Dunque, la consapevolezza della sensibilità non è un soggettivismo del soggettivismo e non apriorizza nulla: la capacità senziente è una caratteristica dell’animalità umana ma non è per niente meccanicistico il fatto  che si esprime in maniera perfettamente identica (se vogliamo un po’ semplificare potremmo dire “in maniera uguale“) in tutti i soggetti che si raffrontano con l’esternità. Scrive Galluppi a proposito: «Gli oggetti reali sono quelli i quali si conoscono perché sono; non già quelli che sono perché si conoscono».

Non arriviamo in prossimità della conoscenza dell’esistente perché lo possiamo percepire, ma perché esso esiste a prescindere dalla nostra capacità di poterlo incontrare, percepire, quindi farlo diventare parte della nostra esperienza. Galluppi specifica ulteriormente: l’oggetto fuori da me modifica in qualche modo il giudizio che posso avere dell’esistenza, della mia vita, perché mi costringe a fare i conti con ciò che mi è altro, con quello che è il mondo che mi riguarda, in quanto mi include, ma che non è me stesso. Quell’oggetto o quella realtà dunque esistono non perché io essere umano la incontro, ma perché, anche in assenza di me, sarebbe lì nel contesto della materialità e dell’Universo.

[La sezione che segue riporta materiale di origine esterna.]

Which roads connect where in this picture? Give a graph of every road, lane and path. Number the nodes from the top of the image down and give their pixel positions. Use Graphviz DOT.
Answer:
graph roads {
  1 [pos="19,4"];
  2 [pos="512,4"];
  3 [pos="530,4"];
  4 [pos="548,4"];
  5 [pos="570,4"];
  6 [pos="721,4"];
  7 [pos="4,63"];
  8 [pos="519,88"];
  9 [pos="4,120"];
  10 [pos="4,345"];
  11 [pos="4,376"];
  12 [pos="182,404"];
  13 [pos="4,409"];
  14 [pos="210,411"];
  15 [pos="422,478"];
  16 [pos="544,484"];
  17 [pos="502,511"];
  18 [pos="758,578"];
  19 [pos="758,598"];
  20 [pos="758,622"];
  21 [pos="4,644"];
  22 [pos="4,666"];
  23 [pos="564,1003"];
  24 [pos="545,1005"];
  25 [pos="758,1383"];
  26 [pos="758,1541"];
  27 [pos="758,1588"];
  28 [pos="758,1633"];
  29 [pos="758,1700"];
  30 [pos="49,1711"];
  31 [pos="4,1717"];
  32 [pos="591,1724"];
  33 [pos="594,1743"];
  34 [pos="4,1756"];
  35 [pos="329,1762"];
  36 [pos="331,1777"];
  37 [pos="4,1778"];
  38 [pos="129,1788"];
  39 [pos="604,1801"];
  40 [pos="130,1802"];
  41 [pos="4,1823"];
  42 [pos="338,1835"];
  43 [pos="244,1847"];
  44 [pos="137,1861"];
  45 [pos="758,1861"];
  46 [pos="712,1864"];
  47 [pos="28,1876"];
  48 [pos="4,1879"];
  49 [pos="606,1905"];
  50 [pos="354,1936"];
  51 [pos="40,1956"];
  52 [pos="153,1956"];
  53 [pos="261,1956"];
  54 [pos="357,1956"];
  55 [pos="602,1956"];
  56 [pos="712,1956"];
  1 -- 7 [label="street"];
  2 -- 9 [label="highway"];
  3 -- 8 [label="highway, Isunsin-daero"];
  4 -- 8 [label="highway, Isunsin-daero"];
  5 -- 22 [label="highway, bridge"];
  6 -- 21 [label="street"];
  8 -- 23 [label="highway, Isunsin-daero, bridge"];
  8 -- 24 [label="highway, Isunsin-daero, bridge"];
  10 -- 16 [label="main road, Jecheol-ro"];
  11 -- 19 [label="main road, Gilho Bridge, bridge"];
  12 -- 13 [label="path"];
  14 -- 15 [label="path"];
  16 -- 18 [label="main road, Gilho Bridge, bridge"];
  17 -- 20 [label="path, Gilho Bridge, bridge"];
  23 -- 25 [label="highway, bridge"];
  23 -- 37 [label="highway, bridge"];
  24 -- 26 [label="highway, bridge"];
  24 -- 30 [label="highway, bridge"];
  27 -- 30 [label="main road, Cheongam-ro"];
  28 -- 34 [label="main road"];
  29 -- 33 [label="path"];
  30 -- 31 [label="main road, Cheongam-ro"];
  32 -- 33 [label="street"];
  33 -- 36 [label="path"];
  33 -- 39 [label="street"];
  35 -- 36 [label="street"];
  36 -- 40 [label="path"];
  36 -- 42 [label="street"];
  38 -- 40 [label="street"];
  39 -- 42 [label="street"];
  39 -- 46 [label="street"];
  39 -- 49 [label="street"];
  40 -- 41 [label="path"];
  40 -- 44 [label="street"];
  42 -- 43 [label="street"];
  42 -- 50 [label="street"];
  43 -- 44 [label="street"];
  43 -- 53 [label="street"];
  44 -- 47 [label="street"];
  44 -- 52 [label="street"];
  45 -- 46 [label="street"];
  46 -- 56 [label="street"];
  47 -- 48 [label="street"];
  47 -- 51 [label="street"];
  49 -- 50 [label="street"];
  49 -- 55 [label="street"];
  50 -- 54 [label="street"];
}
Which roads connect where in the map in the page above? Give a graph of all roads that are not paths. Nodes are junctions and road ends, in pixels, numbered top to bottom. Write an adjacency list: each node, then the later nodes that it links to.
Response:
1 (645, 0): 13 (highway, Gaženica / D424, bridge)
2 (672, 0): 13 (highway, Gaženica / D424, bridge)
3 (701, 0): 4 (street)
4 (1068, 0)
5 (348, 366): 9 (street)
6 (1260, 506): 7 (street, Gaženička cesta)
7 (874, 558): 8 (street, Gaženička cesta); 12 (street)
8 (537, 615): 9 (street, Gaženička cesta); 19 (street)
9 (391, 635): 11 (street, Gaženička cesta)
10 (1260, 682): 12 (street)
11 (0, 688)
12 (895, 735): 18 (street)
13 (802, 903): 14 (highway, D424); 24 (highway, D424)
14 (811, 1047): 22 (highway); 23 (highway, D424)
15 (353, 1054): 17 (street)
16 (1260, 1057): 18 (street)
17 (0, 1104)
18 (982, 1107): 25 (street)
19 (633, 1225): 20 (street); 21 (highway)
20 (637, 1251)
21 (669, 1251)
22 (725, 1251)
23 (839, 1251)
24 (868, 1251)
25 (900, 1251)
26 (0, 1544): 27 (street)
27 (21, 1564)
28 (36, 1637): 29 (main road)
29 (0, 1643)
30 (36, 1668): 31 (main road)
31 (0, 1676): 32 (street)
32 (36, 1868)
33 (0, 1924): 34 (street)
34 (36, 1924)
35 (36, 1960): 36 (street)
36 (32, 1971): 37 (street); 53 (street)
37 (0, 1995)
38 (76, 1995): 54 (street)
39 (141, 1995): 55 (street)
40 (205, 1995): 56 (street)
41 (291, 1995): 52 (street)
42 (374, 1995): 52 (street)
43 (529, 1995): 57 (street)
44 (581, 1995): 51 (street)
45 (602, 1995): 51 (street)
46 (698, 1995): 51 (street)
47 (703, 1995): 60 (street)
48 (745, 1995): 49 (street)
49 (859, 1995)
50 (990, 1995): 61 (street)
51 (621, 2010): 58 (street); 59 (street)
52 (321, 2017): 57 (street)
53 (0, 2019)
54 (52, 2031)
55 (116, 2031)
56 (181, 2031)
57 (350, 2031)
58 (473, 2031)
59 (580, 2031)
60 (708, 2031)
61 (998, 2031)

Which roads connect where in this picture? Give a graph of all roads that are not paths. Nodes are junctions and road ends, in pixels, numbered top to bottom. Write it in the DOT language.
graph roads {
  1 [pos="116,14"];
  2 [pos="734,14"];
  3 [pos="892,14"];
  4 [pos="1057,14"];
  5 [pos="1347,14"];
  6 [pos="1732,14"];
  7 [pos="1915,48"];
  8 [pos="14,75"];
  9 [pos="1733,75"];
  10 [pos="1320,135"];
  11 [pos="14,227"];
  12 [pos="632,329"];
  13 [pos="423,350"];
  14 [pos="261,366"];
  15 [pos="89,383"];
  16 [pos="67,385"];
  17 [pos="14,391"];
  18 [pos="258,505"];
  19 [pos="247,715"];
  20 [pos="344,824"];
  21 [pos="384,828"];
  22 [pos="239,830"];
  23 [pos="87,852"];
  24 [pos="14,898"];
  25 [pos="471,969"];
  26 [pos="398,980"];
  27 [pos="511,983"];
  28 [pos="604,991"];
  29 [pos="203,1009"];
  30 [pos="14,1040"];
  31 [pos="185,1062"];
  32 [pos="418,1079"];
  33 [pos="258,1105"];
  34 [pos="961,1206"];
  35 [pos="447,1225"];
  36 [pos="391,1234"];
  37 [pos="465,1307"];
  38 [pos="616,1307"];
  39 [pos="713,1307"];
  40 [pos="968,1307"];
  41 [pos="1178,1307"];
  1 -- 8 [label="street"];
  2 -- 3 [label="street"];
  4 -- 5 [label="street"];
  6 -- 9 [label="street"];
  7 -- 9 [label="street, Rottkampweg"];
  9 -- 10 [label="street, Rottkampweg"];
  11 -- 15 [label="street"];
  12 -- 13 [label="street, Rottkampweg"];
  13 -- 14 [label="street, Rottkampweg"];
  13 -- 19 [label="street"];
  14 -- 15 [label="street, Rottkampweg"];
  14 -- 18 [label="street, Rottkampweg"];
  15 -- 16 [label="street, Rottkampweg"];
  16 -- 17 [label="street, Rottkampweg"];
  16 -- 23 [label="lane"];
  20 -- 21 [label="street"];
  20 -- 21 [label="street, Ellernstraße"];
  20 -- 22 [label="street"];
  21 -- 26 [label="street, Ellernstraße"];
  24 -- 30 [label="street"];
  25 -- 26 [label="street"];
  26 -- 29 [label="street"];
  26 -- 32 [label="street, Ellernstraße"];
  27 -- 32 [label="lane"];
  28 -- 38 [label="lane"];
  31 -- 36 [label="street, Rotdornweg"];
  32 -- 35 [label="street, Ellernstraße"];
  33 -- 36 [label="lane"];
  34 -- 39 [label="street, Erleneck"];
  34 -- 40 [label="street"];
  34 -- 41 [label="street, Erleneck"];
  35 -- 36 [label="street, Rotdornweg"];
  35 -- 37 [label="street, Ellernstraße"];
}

Kant puntualizza che noi siamo in una sorta di “passività” nel momento in cui si viene a contatto con il processo della conoscibilità dell’essere, mediante la “percezione” in quanto tale: proprio ciò che Galluppi sostiene, viene dal filosofo di Königsberg descritto come un passaggio imprescindibile in cui noi siamo l’oggetto dell’oggetto, anche se questo non ha capacità cosciente. La realtà ci modifica, sostanzialmente, ci condiziona e, quindi, nel momento in cui affermiamo con risolutezza che “noi siamo“, “io sono“, “io so“, “io mi conosco“, proclamiamo una sentenza che non ci appartiene nemmeno. Per quanto noi se ne sia fermamente convinti.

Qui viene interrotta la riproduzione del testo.